Wednesday, February 21, 2007

The word is scrotum.

The word is scrotum. Not balls, not baby-bean bags, not nut bags, not nuts, not even the pope's figs. But according to the fuss about 'The Higher Power of Lucky', an author writing for children should not use such a word. OK, I can sort of see that if it were a rhyming book aimed at tiny tots. "Jack be nimble, Jack leapt over the totem. Jack misjudged its height and Jack banged his scrotum."
But for kids ages 7 and up, I can't imagine where the problem is, unless the children are raised by Puritan Victorians and tend to faint when confronted with words representing body parts or functions, such as thigh and burp.

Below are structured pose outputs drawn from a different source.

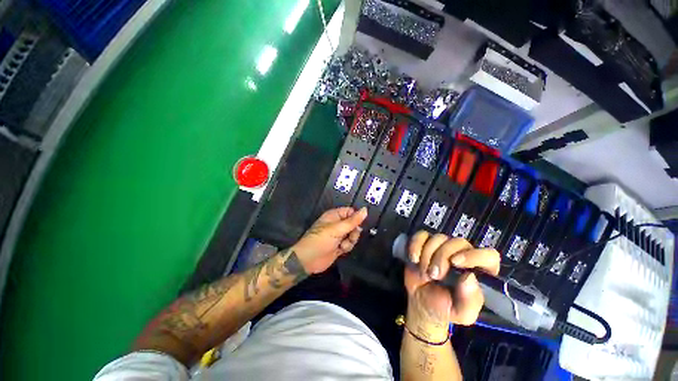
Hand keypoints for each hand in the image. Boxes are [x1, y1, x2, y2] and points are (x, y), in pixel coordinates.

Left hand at [292, 207, 367, 273]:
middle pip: (354, 224)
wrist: (308, 260)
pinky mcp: (339, 246)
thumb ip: (353, 221)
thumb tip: (365, 210)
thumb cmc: (320, 240)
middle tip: (350, 235)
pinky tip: (340, 250)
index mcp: (334, 215)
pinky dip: (347, 247)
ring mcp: (338, 235)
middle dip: (354, 231)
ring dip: (350, 241)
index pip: (350, 212)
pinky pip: (350, 244)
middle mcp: (337, 224)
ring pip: (353, 235)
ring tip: (343, 244)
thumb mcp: (337, 229)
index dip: (356, 217)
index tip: (358, 224)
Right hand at [404, 231, 499, 338]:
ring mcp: (442, 247)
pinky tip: (413, 258)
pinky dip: (415, 245)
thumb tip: (469, 277)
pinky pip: (421, 235)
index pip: (489, 256)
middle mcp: (463, 255)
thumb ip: (469, 301)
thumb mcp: (460, 313)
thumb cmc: (444, 308)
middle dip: (441, 257)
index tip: (455, 262)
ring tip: (423, 272)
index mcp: (479, 271)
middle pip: (458, 242)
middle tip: (434, 275)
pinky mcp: (425, 242)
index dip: (474, 255)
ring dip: (427, 254)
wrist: (420, 301)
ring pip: (438, 238)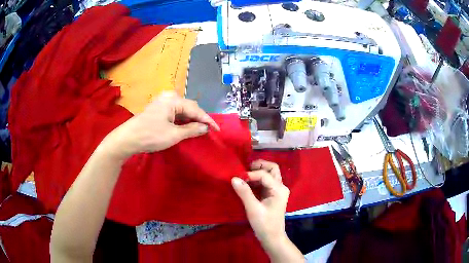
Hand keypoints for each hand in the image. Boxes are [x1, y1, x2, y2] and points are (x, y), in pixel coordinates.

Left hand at [102, 91, 219, 159]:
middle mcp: (169, 97)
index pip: (196, 109)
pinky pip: (175, 112)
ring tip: (200, 129)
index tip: (218, 130)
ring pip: (182, 110)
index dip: (208, 120)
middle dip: (199, 119)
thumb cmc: (151, 136)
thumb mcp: (174, 135)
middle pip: (189, 107)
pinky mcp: (158, 108)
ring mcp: (162, 102)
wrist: (128, 138)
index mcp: (173, 100)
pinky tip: (186, 126)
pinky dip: (182, 120)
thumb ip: (192, 129)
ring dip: (191, 119)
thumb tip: (205, 127)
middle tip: (209, 130)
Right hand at [231, 160, 289, 246]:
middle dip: (259, 166)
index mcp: (279, 189)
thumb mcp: (253, 209)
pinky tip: (247, 183)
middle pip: (272, 169)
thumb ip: (244, 193)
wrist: (272, 237)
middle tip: (245, 169)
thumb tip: (234, 178)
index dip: (251, 174)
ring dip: (258, 172)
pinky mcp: (272, 195)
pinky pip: (265, 182)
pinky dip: (257, 180)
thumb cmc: (264, 224)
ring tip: (244, 176)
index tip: (237, 177)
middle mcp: (280, 187)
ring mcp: (277, 191)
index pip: (265, 174)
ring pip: (269, 174)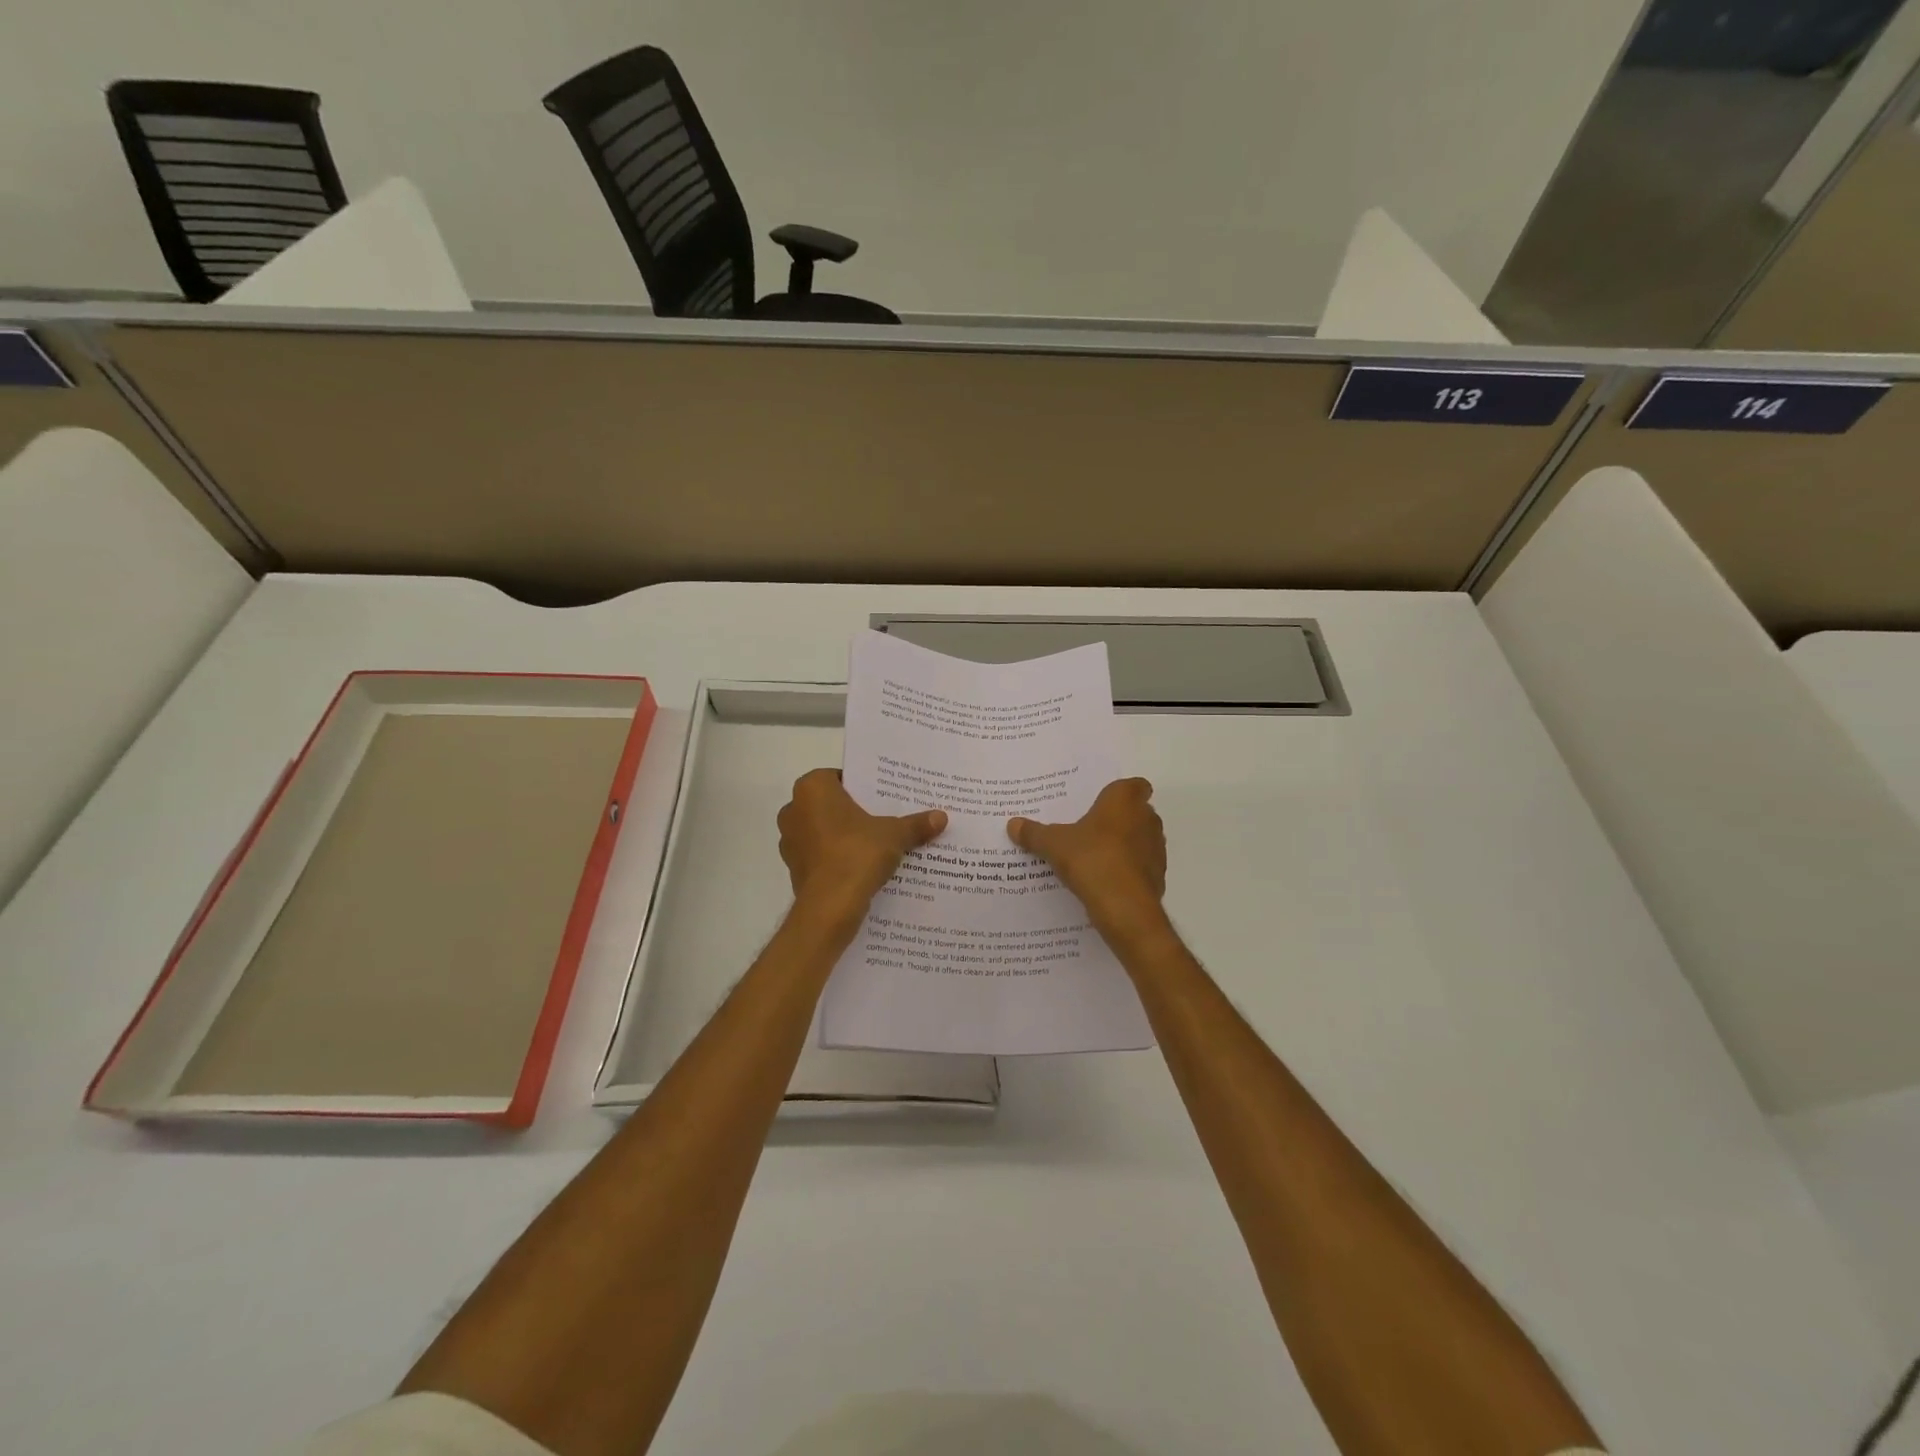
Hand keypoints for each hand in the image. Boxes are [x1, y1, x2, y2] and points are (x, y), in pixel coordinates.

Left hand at [778, 769, 946, 927]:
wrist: (830, 906)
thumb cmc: (857, 853)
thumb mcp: (894, 835)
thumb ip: (915, 824)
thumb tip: (941, 817)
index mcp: (812, 788)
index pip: (840, 777)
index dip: (863, 787)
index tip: (883, 798)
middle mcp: (794, 809)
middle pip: (831, 804)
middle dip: (854, 812)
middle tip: (884, 818)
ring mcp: (790, 841)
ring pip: (824, 830)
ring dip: (845, 836)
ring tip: (877, 844)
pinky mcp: (794, 868)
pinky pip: (820, 855)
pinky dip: (837, 858)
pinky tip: (862, 866)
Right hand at [1008, 778, 1168, 947]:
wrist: (1124, 906)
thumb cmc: (1091, 858)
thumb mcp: (1053, 844)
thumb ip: (1034, 833)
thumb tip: (1012, 824)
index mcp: (1124, 800)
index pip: (1135, 785)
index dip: (1122, 792)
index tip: (1104, 802)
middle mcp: (1147, 819)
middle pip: (1138, 812)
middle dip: (1119, 819)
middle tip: (1091, 828)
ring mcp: (1156, 848)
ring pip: (1142, 840)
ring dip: (1125, 845)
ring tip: (1096, 856)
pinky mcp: (1158, 876)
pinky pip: (1141, 867)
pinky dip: (1128, 870)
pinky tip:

Librarians have been suggesting boycotting the book. Parents have been up in arms. Letters to the editor have been flooding the publisher.
I think that there is a serious disconnect in reality here.
By the age of 4, most children have witnessed at least two hundred and fifty murders on the television, some of which are in cartoon form. They have witnessed rape and drug abuse, alcoholism and prostitution. (And murders. Let's not forget how blasé TV is about portraying someone getting shot.) As a matter of fact, I don't think you can watch television and not see someone get killed.
So, children can watch murder but they can't read the word scrotum?
Where is reality in this?
What is this teaching kids?
It's teaching them that it's perfectly acceptable to take a gun and run rampage in the streets shooting other people. In fact, they will probably become famous and get a million dollar book deal if they don't shoot themselves first. It teaches them that the gangs are cool, and drive by shooting is all right. Murdering another human being does not raise eyebrows.
But it's teaching them that parts of their own bodies are something to be ashamed about. Fifty percent of the world's population has scrotum. Are they all going to be embarrassed about having scrotum but proud to own a gun, which kills other human beings?
Wouldn't it be nice to live in a world where having a gun is something horribly embarrassing and having scrotum was perfectly normal?
Where, on TV, children can watch shows without a single murder, and maybe hear the word scrotum mentioned a few times. Maybe even the words breast, solar plexis, clavicle, malleolus, and scapula while we're at it.

7 comments:

Bernita said...

And it isn't as if kids haven't heard less delicate words.
One of the most ridiculous fusses I've ever heard of.

Manda86 said...

I totally agree with you.

Doug said...

Everyone knows you should tell little boys and girls to call it a "nut sack"!

Anonymous said...

Oh, I kind of like the pope's figs, lol.
Sam

Kate R said...

my kids call it a scrote--far less offensive. It would get past the most serious censor, except when they bellow ITCHY SCOTE at random moments. A couple of them are getting hair down there.

Wynn Bexton said...

As if they don't hear some really rude and crude words on a daily basis (especially if they live in English speaking places).

Wynn Bexton said...

As if they don't hear some really rude and crude words on a daily basis (especially if they live in English speaking places).